03.412 · Initiative parlementaire · 2003-03-21
Liquidé
Wortlaut
Conformément à l'art. 160, al. 1er, de la constitution et à l'article 21bis de la loi sur les rapports entre les conseils, je présente une initiative parlementaire conçue en termes généraux en proposant que les dispositions du Code des obligations relatives aux sociétés anonymes soient modifiées comme suit :
- Les sociétés anonymes cotées en Bourse sont tenues d'attribuer au moins 40 % des postes de leur direction et de leur conseil d'administration à des femmes.

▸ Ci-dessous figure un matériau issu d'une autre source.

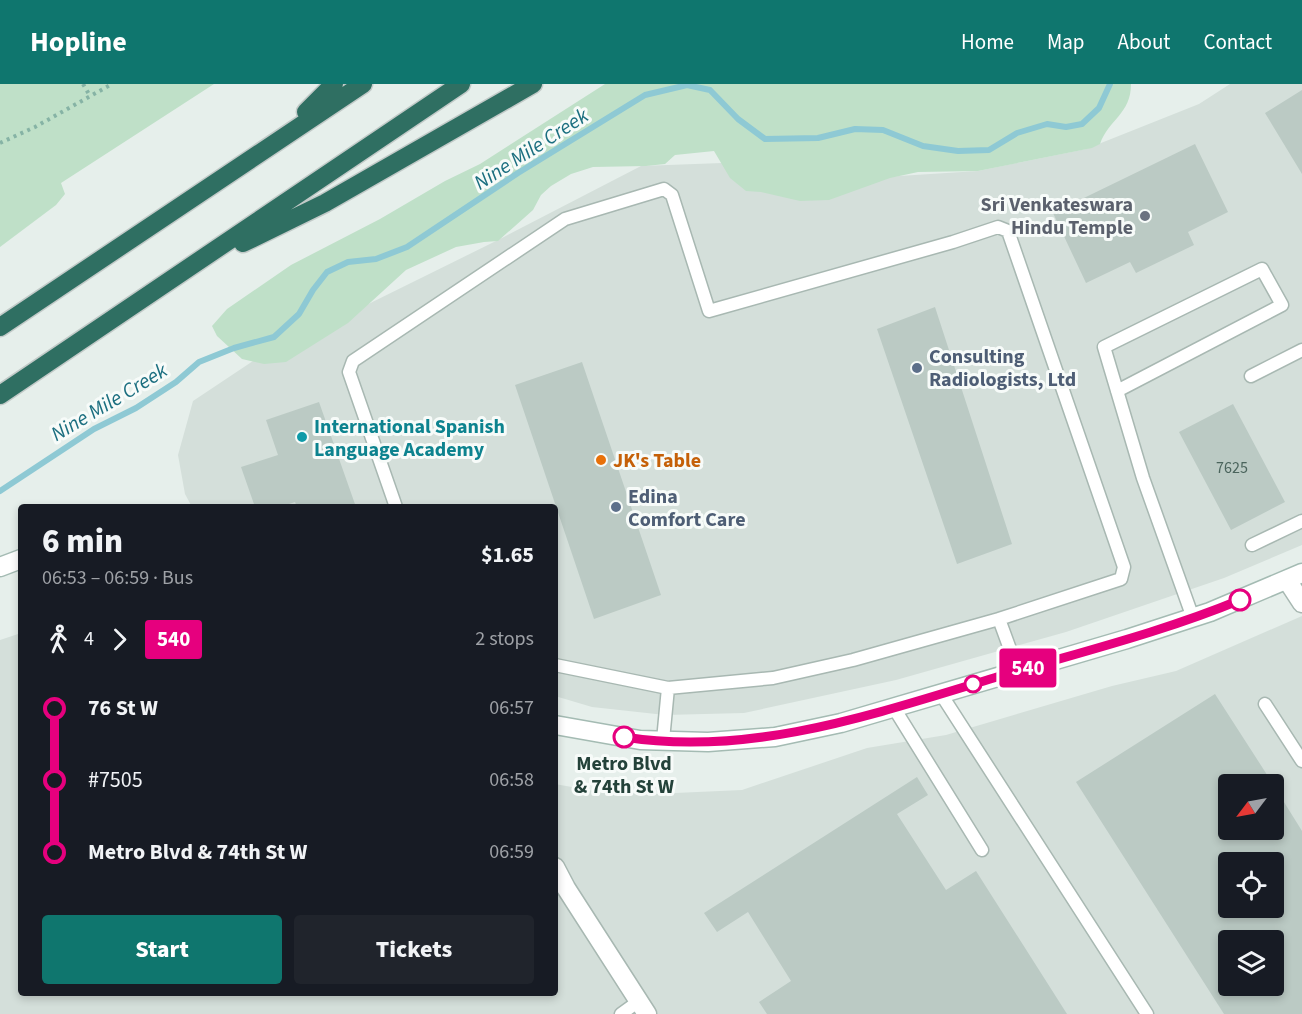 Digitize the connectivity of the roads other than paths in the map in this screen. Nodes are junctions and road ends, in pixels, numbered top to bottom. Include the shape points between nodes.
1 (334, 84) edge
2 (363, 84) edge
3 (461, 84) edge
4 (533, 84) edge
5 (276, 142) junction
6 (187, 269) junction
7 (0, 327) edge
8 (1302, 350) edge
9 (1251, 376) dead end
10 (1117, 391) junction
11 (0, 395) edge
12 (395, 504) edge
13 (1302, 521) edge
14 (1252, 545) dead end
15 (18, 560) edge
16 (0, 567) edge
17 (1295, 577) edge
18 (1302, 603) edge
19 (1193, 618) junction
20 (999, 619) junction
21 (558, 666) edge
22 (1018, 671) junction
23 (668, 688) junction
24 (941, 694) junction
25 (1265, 704) dead end
26 (894, 708) junction
27 (558, 726) edge
28 (663, 740) junction
29 (1302, 761) edge
30 (982, 850) dead end
31 (558, 873) edge
32 (643, 1008) edge
33 (621, 1014) edge
34 (1147, 1014) edge

1 - 5 highway
2 - 5 highway
3 - 6 highway
4 - 6 highway via 325,203
5 - 7 highway
6 - 11 highway
8 - 9 lane
10 - 10 lane via 1104,347 1262,269 1282,305
10 - 19 lane
12 - 20 lane via 349,372 353,361 565,219 664,189 672,195 709,311 998,227 1008,231 1124,567 1121,579
13 - 14 lane
15 - 16 street
17 - 18 street
17 - 19 street
19 - 22 street
20 - 22 lane
20 - 23 lane via 773,678
21 - 23 lane
22 - 24 street
23 - 28 lane
24 - 26 street
24 - 34 lane
25 - 29 lane
26 - 28 street via 775,737 708,742
26 - 30 lane
27 - 28 street via 640,740
31 - 32 street
32 - 33 lane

- Les sociétés anonymes cotées en Bourse sont tenues d'expliquer dans une annexe au bilan annuel les mesures mises en oeuvre pour établir l'égalité des sexes, notamment celles qui tendent à appliquer le principe "à travail égal, salaire égal" et de renseigner sur les pourcentages des postes occupés par les deux sexes à tous les échelons.
Begründung
Un questionnaire adressé en 2002 par Actares (Actionnariat pour une économie durable) et par UND (Familien- und Erwerbsarbeit für Männer und Frauen) à 30 sociétés suisses cotées en Bourse a donné des résultats décevants. Il révèle en effet que la plupart des sociétés font encore trop peu d'efforts pour traduire l'égalité des sexes dans les faits. Sur les 30 sociétés interrogées, seules cinq ont accepté de répondre et seules trois ont donné des renseignements sur la proportion de femmes qui occupent des postes de cadre. Chez Swiss Re, par exemple, la proportion de femmes au niveau de la direction s'élève à 7,9 %, chez Clariant à 0 % et à l'UBS à 3,9 %. Swiss Re et le Credit Suisse comptent chacune une femme dans leur conseil d'administration. Bien que les femmes aient rattrapé une grande partie de leur retard ces dernières années dans les professions universitaires et même dépassé les hommes dans certaines disciplines, elle restent cependant fortement sous-représentées au niveau des cadres.
Par ailleurs, le questionnaire ne permet pas de tirer des enseignements significatifs en ce qui concerne l'application du principe "à travail égal, salaire égal". Selon l'enquête sur la structure des salaires 2000, réalisée par l'Office fédéral de la statistique (cf. communiqué de novembre 2001), les différences de salaire entre hommes et femmes sont encore de 20 %. En dépit de la loi sur l'égalité, (trop) peu de choses ont changé. Pour que les belles déclarations soient suivies d'effets, il faut que les femmes soient mieux représentées au niveau des cadres et obliger les sociétés à renseigner, à la lumière d'un programme, sur les mesures mises en oeuvre et les progrès réalisés en matière de promotion des femmes.
Des initiatives similaires ont été prises à l'étranger, notamment en Norvège où une loi est en préparation, qui exige que les instances dirigeantes des sociétés anonymes soient à partir de 2005 occupées à raison de 40 % par des femmes.